SOURCE MATERIAL:

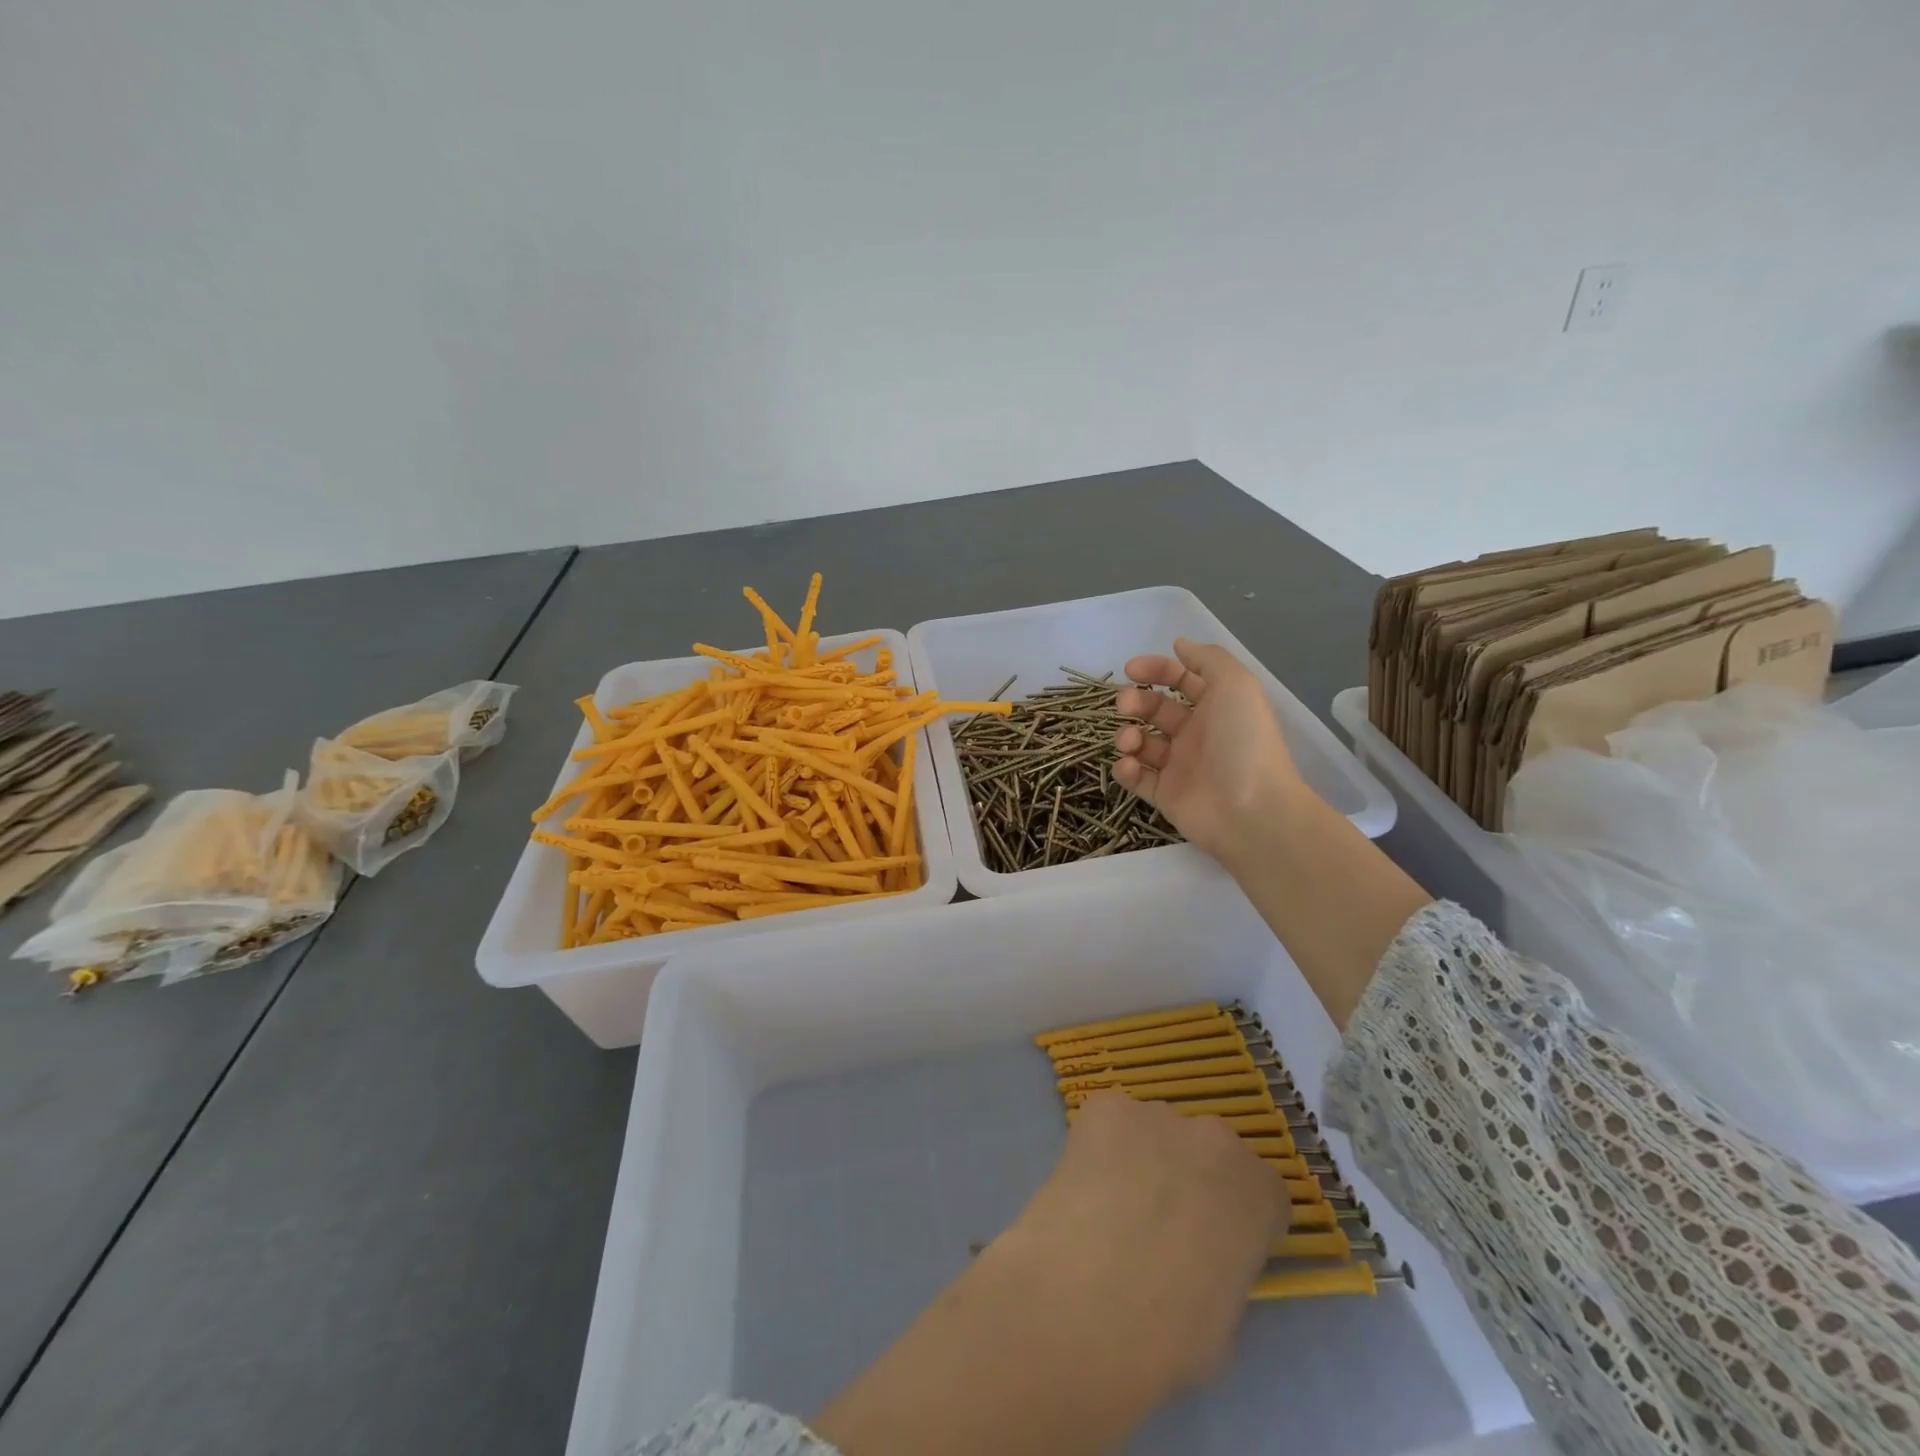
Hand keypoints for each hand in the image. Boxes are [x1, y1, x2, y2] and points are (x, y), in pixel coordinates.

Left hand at [1003, 1090, 1290, 1396]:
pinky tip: (1082, 1184)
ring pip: (1153, 1131)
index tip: (1210, 1244)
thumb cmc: (1173, 1334)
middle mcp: (1216, 1139)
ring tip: (1109, 1205)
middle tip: (1154, 1221)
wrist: (1093, 1300)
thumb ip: (1223, 1269)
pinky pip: (1107, 1120)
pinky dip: (1096, 1145)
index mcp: (1261, 1193)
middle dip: (1186, 1176)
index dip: (1232, 1217)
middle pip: (1205, 1150)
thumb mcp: (1225, 1318)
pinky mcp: (1106, 1106)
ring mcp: (1158, 1115)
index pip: (1260, 1192)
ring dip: (1139, 1157)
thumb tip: (1196, 1262)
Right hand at [1115, 638, 1306, 864]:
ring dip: (1127, 736)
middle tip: (1125, 706)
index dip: (1156, 670)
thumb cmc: (1244, 742)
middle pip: (1155, 709)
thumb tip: (1180, 644)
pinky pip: (1137, 778)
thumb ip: (1208, 659)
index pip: (1180, 680)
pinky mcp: (1165, 795)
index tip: (1131, 670)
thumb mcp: (1236, 685)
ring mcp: (1179, 766)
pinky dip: (1126, 769)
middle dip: (1135, 702)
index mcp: (1215, 707)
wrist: (1251, 810)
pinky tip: (1128, 765)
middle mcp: (1196, 734)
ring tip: (1130, 743)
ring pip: (1142, 743)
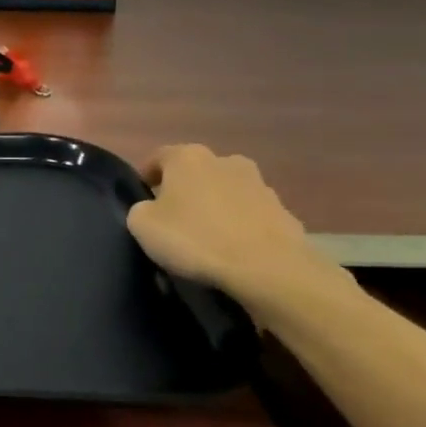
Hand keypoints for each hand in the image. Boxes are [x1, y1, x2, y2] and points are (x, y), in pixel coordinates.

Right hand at [126, 144, 338, 307]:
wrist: (268, 269)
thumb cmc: (196, 239)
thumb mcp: (143, 225)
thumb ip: (141, 209)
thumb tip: (152, 209)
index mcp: (188, 157)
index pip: (158, 157)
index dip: (146, 177)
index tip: (142, 199)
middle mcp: (225, 160)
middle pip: (196, 172)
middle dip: (184, 190)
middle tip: (174, 218)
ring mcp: (260, 185)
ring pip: (226, 191)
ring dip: (215, 206)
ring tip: (206, 237)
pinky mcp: (284, 212)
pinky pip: (251, 215)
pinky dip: (240, 226)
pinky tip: (233, 250)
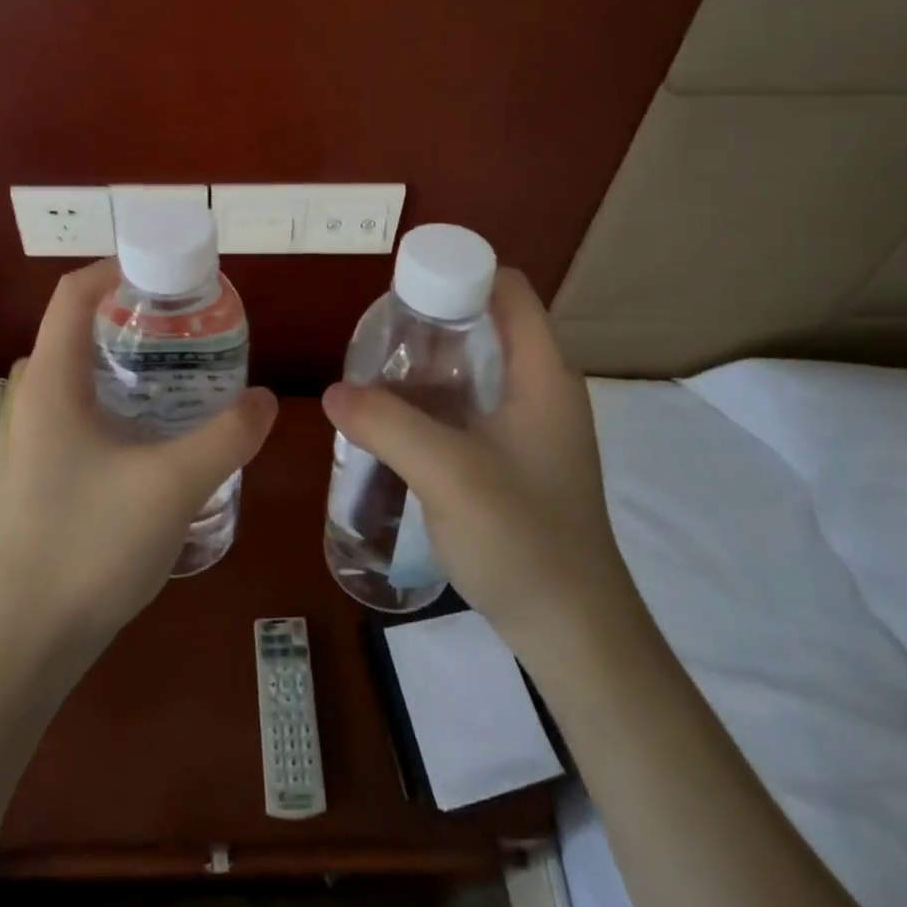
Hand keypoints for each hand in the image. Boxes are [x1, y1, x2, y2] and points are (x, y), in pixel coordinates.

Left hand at [0, 261, 278, 662]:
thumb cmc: (90, 546)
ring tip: (184, 367)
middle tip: (190, 322)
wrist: (25, 641)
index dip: (120, 268)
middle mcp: (32, 395)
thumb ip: (227, 436)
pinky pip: (79, 406)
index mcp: (50, 380)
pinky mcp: (39, 467)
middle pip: (79, 326)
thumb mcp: (173, 485)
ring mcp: (31, 435)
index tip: (171, 274)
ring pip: (79, 369)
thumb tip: (266, 399)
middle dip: (134, 312)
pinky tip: (157, 427)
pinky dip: (118, 394)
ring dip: (127, 356)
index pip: (74, 292)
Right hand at [321, 268, 630, 630]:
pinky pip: (470, 405)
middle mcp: (542, 388)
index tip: (403, 289)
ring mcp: (531, 426)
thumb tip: (332, 392)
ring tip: (375, 372)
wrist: (574, 634)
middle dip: (432, 318)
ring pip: (475, 367)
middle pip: (487, 322)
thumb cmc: (523, 540)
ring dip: (428, 363)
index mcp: (542, 373)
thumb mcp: (448, 473)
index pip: (508, 288)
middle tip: (378, 334)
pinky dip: (434, 399)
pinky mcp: (516, 458)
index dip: (459, 271)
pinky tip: (394, 419)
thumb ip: (386, 423)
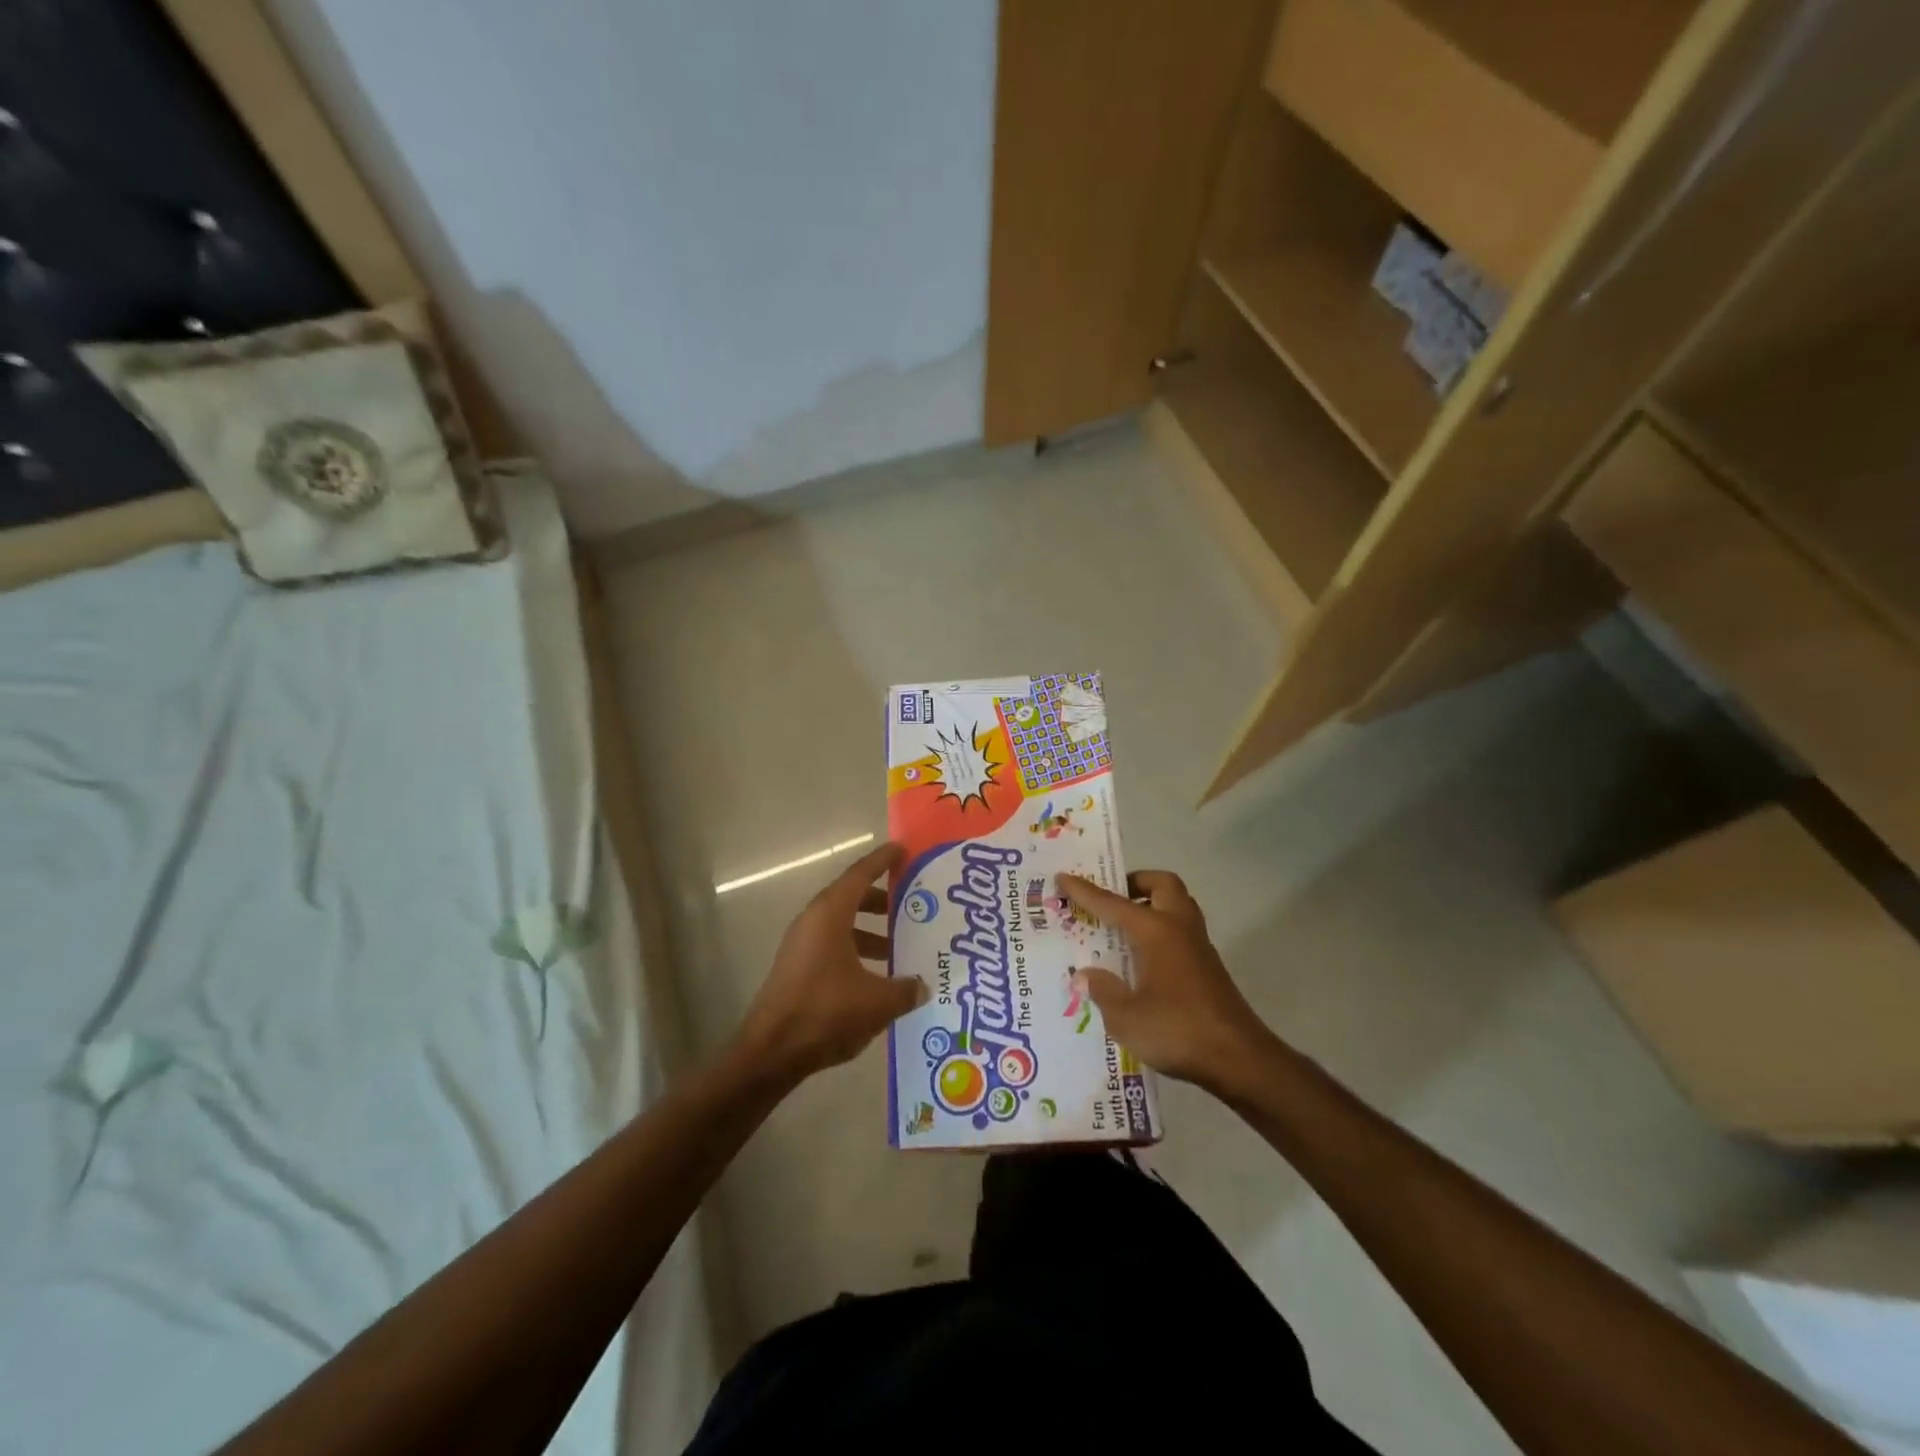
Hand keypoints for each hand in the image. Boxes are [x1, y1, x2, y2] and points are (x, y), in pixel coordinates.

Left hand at [733, 841, 927, 1086]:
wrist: (771, 1052)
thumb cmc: (825, 1012)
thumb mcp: (877, 1001)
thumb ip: (905, 989)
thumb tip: (923, 986)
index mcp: (831, 914)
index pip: (861, 874)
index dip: (883, 860)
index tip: (903, 850)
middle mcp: (813, 921)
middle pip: (851, 897)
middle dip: (882, 899)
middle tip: (913, 904)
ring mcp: (802, 945)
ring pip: (842, 924)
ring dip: (870, 930)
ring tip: (901, 944)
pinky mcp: (798, 968)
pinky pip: (833, 945)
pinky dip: (857, 950)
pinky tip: (878, 976)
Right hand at [1057, 870, 1278, 1098]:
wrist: (1239, 1059)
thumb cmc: (1178, 1030)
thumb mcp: (1126, 1017)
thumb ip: (1103, 991)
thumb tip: (1087, 975)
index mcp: (1156, 932)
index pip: (1113, 903)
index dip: (1085, 891)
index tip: (1063, 877)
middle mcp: (1179, 928)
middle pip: (1161, 885)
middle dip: (1134, 883)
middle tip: (1110, 898)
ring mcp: (1198, 947)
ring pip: (1177, 905)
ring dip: (1151, 904)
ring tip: (1123, 926)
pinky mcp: (1208, 967)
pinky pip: (1181, 930)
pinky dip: (1160, 929)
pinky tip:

WHAT THE EXERCISE ASKS: Only lines with the word "Right" are wanted, so copy each one from the records.

WRITTEN ANSWER:
Right hand at [1115, 638, 1306, 864]:
Right hand at [126, 144, 338, 307]:
Right hand at [321, 268, 630, 630]:
Right hand at [1057, 870, 1278, 1098]:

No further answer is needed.